Au-delà de 2022, les échéances 2025 et 2030 devraient encore accélérer le processus.

Notre principale inquiétude est liée aux infrastructures de recharge. L'État s'était engagé sur 100 000 bornes accessibles au public fin 2021. Nous n'en dénombrons aujourd'hui que 30 000. Pendant que le nombre de véhicules en circulation augmentait de 133 %, la croissance du nombre de bornes se limitait à 50 %.

Nous travaillons sur cette question avec les pouvoirs publics et la Banque des territoires.
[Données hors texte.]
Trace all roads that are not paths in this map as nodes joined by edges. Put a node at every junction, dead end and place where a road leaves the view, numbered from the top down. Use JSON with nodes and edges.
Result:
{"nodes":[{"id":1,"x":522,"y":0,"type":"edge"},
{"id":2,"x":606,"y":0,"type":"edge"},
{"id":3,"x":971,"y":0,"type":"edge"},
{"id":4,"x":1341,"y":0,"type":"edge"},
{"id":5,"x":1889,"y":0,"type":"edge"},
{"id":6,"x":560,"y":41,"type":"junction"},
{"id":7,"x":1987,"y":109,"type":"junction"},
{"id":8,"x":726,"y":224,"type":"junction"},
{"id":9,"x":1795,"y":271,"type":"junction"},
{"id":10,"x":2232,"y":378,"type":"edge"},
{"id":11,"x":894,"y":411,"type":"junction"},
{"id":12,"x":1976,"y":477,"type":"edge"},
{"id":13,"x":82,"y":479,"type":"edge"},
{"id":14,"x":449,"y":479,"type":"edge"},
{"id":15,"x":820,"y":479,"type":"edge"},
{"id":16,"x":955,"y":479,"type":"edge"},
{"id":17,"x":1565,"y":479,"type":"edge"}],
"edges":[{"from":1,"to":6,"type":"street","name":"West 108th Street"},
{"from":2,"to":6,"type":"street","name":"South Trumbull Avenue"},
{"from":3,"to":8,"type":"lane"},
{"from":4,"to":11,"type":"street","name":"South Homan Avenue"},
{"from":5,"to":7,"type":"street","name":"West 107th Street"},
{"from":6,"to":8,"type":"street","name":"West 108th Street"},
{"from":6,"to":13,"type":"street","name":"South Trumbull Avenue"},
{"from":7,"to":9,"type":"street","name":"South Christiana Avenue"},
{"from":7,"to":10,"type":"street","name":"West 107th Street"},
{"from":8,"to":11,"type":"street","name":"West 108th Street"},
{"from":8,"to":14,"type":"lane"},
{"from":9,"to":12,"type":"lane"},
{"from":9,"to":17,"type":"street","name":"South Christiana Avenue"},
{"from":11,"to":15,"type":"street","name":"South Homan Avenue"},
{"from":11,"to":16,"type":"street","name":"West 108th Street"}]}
Cependant, les processus d'installation des bornes au sein des copropriétés restent lents et complexes. Nous rencontrons également des difficultés pour installer ces bornes sur les grands axes autoroutiers.

La PFA est favorable au principe du bonus-malus sur le CO2 pour accélérer la transition vers des véhicules plus propres. La trajectoire est cohérente avec celle fixée au niveau européen. Les constructeurs ont fait des progrès spectaculaires. Nous étions pourtant inquiets sur leur capacité à tenir les exigences de baisse des émissions de CO2 par les véhicules neufs. Les nouvelles normes imposaient une diminution d'une quinzaine de grammes d'une année sur l'autre alors que ces dernières années, les constructeurs n'y parvenaient pas.

En revanche, le PFA est plus réservée sur le malus sur le poids. Ajouter une nouvelle taxe est redondant avec les objectifs liés au CO2 puisqu'il y a une corrélation entre le poids d'un véhicule et ses émissions de CO2. Par ailleurs, cette taxe nous paraît peu cohérente avec la trajectoire fixée au niveau européen. Il faudrait au préalable faire évoluer la réglementation européenne qui, paradoxalement, favorise les constructeurs mettant sur le marché des véhicules plus lourds que la moyenne. En effet, l'objectif fixé à tous les constructeurs d'une émission de 95 grammes de CO2 en moyenne par kilomètre parcouru pour les véhicules vendus en Europe est modulé en fonction des constructeurs. Les constructeurs français sont soumis à des exigences plus fortes. Enfin, dans le contexte actuel, le premier enjeu est de vendre des véhicules. Nous devons réussir à mettre sur le marché des véhicules de plus en plus performants, de plus en plus sûrs, de plus en plus propres à des prix accessibles au plus grand nombre.